Friday, July 24, 2020

Enticements in an Unequal Yoke

Judges 16:1-22
    1 Now Samson went to Gaza and saw a harlot there, and went in to her. 2 When the Gazites were told, “Samson has come here!” they surrounded the place and lay in wait for him all night at the gate of the city. They were quiet all night, saying, “In the morning, when it is daylight, we will kill him.” 3 And Samson lay low till midnight; then he arose at midnight, took hold of the doors of the gate of the city and the two gateposts, pulled them up, bar and all, put them on his shoulders, and carried them to the top of the hill that faces Hebron. 4 Afterward it happened that he loved a woman in the Valley of Sorek, whose name was Delilah. 5 And the lords of the Philistines came up to her and said to her, “Entice him, and find out where his great strength lies, and by what means we may overpower him, that we may bind him to afflict him; and every one of us will give you eleven hundred pieces of silver.”
    6 So Delilah said to Samson, “Please tell me where your great strength lies, and with what you may be bound to afflict you.” 7 And Samson said to her, “If they bind me with seven fresh bowstrings, not yet dried, then I shall become weak, and be like any other man.” 8 So the lords of the Philistines brought up to her seven fresh bowstrings, not yet dried, and she bound him with them. 9 Now men were lying in wait, staying with her in the room. And she said to him, “The Philistines are upon you, Samson!” But he broke the bowstrings as a strand of yarn breaks when it touches fire. So the secret of his strength was not known.
    10 Then Delilah said to Samson, “Look, you have mocked me and told me lies. Now, please tell me what you may be bound with.” 11 So he said to her, “If they bind me securely with new ropes that have never been used, then I shall become weak, and be like any other man.” 12 Therefore Delilah took new ropes and bound him with them, and said to him, “The Philistines are upon you, Samson!” And men were lying in wait, staying in the room. But he broke them off his arms like a thread.
    13 Delilah said to Samson, “Until now you have mocked me and told me lies. Tell me what you may be bound with.” And he said to her, “If you weave the seven locks of my head into the web of the loom”— 14 So she wove it tightly with the batten of the loom, and said to him, “The Philistines are upon you, Samson!” But he awoke from his sleep, and pulled out the batten and the web from the loom.
    15 Then she said to him, “How can you say, ‘I love you,’ when your heart is not with me? You have mocked me these three times, and have not told me where your great strength lies.” 16 And it came to pass, when she pestered him daily with her words and pressed him, so that his soul was vexed to death, 17 that he told her all his heart, and said to her, “No razor has ever come upon my head, for I have been a Nazirite to God from my mother's womb. If I am shaven, then my strength will leave me, and I shall become weak, and be like any other man.”
    18 When Delilah saw that he had told her all his heart, she sent and called for the lords of the Philistines, saying, “Come up once more, for he has told me all his heart.” So the lords of the Philistines came up to her and brought the money in their hand. 19 Then she lulled him to sleep on her knees, and called for a man and had him shave off the seven locks of his head. Then she began to torment him, and his strength left him. 20 And she said, “The Philistines are upon you, Samson!” So he awoke from his sleep, and said, “I will go out as before, at other times, and shake myself free!” But he did not know that the LORD had departed from him.
    21 Then the Philistines took him and put out his eyes, and brought him down to Gaza. They bound him with bronze fetters, and he became a grinder in the prison. 22 However, the hair of his head began to grow again after it had been shaven.

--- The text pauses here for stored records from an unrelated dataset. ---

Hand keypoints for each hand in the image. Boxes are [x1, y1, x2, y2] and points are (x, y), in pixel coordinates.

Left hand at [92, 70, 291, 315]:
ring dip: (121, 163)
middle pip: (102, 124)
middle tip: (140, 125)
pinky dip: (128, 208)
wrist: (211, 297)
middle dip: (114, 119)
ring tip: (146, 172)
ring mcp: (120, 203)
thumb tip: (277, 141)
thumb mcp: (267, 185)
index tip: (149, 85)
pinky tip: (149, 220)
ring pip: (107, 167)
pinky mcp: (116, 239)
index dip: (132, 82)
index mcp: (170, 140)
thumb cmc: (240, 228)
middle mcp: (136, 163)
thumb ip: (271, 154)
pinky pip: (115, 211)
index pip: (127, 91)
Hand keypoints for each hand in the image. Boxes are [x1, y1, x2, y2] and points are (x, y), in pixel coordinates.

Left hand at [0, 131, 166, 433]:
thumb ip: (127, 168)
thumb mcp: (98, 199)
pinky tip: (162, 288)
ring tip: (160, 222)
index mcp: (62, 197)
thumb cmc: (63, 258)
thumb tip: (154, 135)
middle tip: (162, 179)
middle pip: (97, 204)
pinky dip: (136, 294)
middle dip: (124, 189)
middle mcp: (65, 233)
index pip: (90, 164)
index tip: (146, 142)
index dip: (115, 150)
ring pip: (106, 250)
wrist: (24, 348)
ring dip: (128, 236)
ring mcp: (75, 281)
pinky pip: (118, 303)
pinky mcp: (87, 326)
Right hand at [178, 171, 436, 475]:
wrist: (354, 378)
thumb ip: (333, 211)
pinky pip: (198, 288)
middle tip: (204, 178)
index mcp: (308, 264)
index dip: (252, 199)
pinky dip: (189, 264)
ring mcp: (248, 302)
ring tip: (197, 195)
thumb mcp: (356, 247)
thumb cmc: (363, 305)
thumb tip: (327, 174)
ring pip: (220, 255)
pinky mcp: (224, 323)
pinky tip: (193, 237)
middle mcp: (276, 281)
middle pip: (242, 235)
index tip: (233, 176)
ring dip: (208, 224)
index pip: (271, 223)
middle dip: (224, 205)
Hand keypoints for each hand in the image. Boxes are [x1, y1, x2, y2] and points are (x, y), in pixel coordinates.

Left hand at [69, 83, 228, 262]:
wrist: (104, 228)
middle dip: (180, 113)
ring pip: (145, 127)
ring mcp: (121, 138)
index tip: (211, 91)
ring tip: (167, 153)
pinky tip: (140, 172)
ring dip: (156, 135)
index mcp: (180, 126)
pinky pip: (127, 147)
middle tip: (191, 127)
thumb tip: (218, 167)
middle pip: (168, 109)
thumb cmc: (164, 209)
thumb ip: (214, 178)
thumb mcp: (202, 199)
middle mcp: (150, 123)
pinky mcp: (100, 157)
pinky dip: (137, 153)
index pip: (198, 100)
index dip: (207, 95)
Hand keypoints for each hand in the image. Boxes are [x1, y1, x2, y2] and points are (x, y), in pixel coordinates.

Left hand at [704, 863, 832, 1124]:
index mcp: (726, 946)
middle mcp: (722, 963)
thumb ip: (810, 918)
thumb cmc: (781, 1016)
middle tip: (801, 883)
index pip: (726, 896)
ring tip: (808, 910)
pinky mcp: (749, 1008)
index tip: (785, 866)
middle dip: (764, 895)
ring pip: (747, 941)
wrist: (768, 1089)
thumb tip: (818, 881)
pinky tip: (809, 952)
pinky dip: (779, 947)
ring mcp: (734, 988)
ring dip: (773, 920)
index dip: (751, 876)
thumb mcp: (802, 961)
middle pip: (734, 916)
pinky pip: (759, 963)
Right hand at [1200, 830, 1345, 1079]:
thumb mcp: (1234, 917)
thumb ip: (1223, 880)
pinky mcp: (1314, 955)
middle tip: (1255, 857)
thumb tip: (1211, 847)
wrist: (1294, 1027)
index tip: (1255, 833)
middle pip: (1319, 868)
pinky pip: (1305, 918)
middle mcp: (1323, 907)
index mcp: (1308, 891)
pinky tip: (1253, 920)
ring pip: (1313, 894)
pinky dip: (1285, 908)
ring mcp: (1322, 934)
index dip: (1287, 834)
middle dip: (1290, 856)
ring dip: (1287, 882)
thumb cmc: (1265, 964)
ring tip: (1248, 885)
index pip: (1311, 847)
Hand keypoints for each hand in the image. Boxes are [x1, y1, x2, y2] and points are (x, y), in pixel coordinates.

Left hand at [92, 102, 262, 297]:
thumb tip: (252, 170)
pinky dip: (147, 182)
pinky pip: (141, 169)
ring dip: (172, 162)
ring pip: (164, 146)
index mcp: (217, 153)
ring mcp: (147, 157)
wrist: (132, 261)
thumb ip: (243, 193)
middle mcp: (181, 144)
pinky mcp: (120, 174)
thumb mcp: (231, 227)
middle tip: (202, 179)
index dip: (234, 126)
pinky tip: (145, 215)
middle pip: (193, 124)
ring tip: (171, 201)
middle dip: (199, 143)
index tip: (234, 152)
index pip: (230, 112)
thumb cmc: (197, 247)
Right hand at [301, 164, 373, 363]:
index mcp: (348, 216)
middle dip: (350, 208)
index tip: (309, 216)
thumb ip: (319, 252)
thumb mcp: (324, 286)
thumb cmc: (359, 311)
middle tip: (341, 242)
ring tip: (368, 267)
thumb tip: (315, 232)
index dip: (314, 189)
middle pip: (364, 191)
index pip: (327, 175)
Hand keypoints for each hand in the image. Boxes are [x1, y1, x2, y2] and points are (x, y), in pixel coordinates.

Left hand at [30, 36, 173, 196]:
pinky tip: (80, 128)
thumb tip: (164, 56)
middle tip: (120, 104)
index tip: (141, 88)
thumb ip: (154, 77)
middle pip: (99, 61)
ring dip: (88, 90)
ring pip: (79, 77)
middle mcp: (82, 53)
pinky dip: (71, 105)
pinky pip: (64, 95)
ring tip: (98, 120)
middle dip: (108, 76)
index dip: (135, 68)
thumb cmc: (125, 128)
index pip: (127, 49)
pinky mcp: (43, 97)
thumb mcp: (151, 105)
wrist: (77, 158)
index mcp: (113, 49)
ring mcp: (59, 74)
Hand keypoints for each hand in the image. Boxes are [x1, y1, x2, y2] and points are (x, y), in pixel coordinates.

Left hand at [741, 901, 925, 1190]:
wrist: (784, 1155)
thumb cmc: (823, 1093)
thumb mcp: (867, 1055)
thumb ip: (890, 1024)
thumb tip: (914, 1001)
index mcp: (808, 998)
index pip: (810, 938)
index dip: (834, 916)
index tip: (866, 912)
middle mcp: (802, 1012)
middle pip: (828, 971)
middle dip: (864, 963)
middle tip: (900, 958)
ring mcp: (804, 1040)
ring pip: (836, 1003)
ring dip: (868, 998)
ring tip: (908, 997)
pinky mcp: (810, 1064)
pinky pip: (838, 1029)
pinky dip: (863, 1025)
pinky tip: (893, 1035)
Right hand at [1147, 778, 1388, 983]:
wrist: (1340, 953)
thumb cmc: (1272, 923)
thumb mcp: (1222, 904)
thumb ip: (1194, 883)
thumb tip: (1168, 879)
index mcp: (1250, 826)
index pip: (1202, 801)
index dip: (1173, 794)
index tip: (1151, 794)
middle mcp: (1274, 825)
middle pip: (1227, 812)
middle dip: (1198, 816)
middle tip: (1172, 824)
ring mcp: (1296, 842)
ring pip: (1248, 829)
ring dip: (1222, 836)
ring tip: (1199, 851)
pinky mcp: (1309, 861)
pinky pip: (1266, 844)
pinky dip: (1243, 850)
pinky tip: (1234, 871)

Samson wandered further from the LORD by sleeping with a harlot, then falling in love with the Philistine woman Delilah, which means “feeble.”  She was paid by the leaders of the Philistines to discover the source of his strength to make him feeble so that they could capture him and tie him up to oppress and humble him for all the trouble he caused.  Delilah was an unbeliever, not of God’s people, one who worshipped other gods and was a snare to Samson.  She kept at him to reveal the source of his strength, and the fourth time was a charm after wearing him down with the incessant hounding for the secret of undoing God’s strength in him.  She vexed his heart by telling him that if he loved her, he would reveal the answer, until he emptied his heart to her and allowed the vow to the LORD to be broken as a Nazirite.  They shaved his head after she pulled him to sleep, then gouged his eyes out and bound him to a grinding wheel in prison to work as a mule to humble Samson and mock him and his God, no doubt, for they knew where his strength and rebellion against them came from.  Then his hair slowly began to grow back as they forgot about the conquered foe.  They forgot what that meant.  We learn again from Samson about allowing marriage or intimate relationships with unbelievers and the devastating consequences to avoid.  The enticements of the passing pleasures of sin are not worth it (Hebrews 11:25).